Let’s use the BZX79C3V3 as an example Zener diode. Notice in the characteristics table, that the reverse voltage is 3.3 volts at 5.0 milliamps.
The idea is that you pick a resistor value, perhaps even a precision value, to create enough current to reverse bias the Zener diode at 5.0 milliamps.
However, there’s a problem with this basic circuit. The current that flows through the load must also flow through the resistor. Based on Ohm’s law, the resistor’s voltage drop changes based on its current flow.
Powering ESP8266 with Zener Regulator
Using the above circuit, I tried to power an ESP8266 with a 5.0 volt supply. Before building this circuit, I measured the ESP8266’s current draw to be 60 milliamps when powered by a 3.3 volt supply.
Using a 3.3 volt Zener, the series resistor drops 1.7 volts. With 60 milliamps at the load and 5 milliamps for the Zener, Ohm’s Law tells us we need a 28Ω resistor. The closest value I have is 22 ohms.
When I hooked the circuit up, nothing happened on the ESP8266. The VOUT node measured around 0.9 volts. What’s worse is that no matter what I made the source voltage, the VOUT node stayed at 0.9 volts.
On a hunch, I dropped resistor value by about 10 ohms.
When I measured with the multimeter, I saw only 1.8 volts at the divider. However, the ESP8266 was operating. After resetting the ESP8266, I saw 2.5 volts. And depending on how much weight was on my left or right foot, any value in between.
So what the heck is happening here? Well, first, thank you for continuing to read before jumping to the comments to say the following statement. You cannot treat a microcontroller, especially a system-on-chip (SOC), as a constant load.
When I press and hold the RESET button, the Vout node jumps to a nice clean 3.4 volts. At that point, most of the active circuits in the chip are turned off.

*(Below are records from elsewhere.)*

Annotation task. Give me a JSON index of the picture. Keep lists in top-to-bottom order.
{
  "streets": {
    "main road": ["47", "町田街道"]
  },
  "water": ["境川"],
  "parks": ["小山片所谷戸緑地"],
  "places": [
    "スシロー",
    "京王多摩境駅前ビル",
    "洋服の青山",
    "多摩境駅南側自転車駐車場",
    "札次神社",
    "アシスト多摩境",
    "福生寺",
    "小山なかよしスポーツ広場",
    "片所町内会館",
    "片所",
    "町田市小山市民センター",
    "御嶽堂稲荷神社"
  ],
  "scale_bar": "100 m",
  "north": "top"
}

Since the ESP8266 was a high impedance load, nearly all of the current in this circuit is flowing throw the series resistor and the ESP8266. The amount of current was staggering, almost 200 mA. Well staggering when you might have only expected about sixty.

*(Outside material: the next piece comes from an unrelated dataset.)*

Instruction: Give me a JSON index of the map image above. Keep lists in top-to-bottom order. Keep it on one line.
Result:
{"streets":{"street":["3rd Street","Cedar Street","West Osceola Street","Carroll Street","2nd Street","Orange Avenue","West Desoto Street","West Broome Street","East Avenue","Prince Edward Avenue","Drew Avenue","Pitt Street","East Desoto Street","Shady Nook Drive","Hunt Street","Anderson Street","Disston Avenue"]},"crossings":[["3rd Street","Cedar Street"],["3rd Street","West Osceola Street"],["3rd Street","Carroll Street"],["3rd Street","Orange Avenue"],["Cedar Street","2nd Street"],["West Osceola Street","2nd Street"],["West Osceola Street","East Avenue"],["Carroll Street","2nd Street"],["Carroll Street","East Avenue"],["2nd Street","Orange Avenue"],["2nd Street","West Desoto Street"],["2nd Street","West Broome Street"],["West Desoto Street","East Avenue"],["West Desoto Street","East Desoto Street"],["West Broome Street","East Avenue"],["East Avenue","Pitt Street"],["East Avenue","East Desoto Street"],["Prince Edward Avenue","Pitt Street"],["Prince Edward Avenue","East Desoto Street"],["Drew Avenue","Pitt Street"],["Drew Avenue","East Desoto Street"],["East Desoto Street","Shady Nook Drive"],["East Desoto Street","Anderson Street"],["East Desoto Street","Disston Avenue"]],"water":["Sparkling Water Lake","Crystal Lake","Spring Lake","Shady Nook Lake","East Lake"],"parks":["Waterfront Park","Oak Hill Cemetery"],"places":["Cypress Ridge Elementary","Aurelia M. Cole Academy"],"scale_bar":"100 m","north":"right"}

More Zener Regulator Problems
This entire exercise was to show why the Zener diode is a lousy regulator. The voltage drop depends too much on the current flowing through the junction. Which means the “regulator circuit,” depends on a constant load. Any active device is going to cause the VOUT node to be unstable.
So what good is this Zener regulator circuit? Well, it is not a regulator. Instead, it is a reference.
For example, you could use a similar circuit on Arduino’s AREF. Let’s say you are using an analog sensor that only outputs 3 volts maximum. Using a Zener reference could give the A/D more resolution.
You could use the Zener circuit as a reference into an op-amp. This circuit is not too different from how linear regulators work.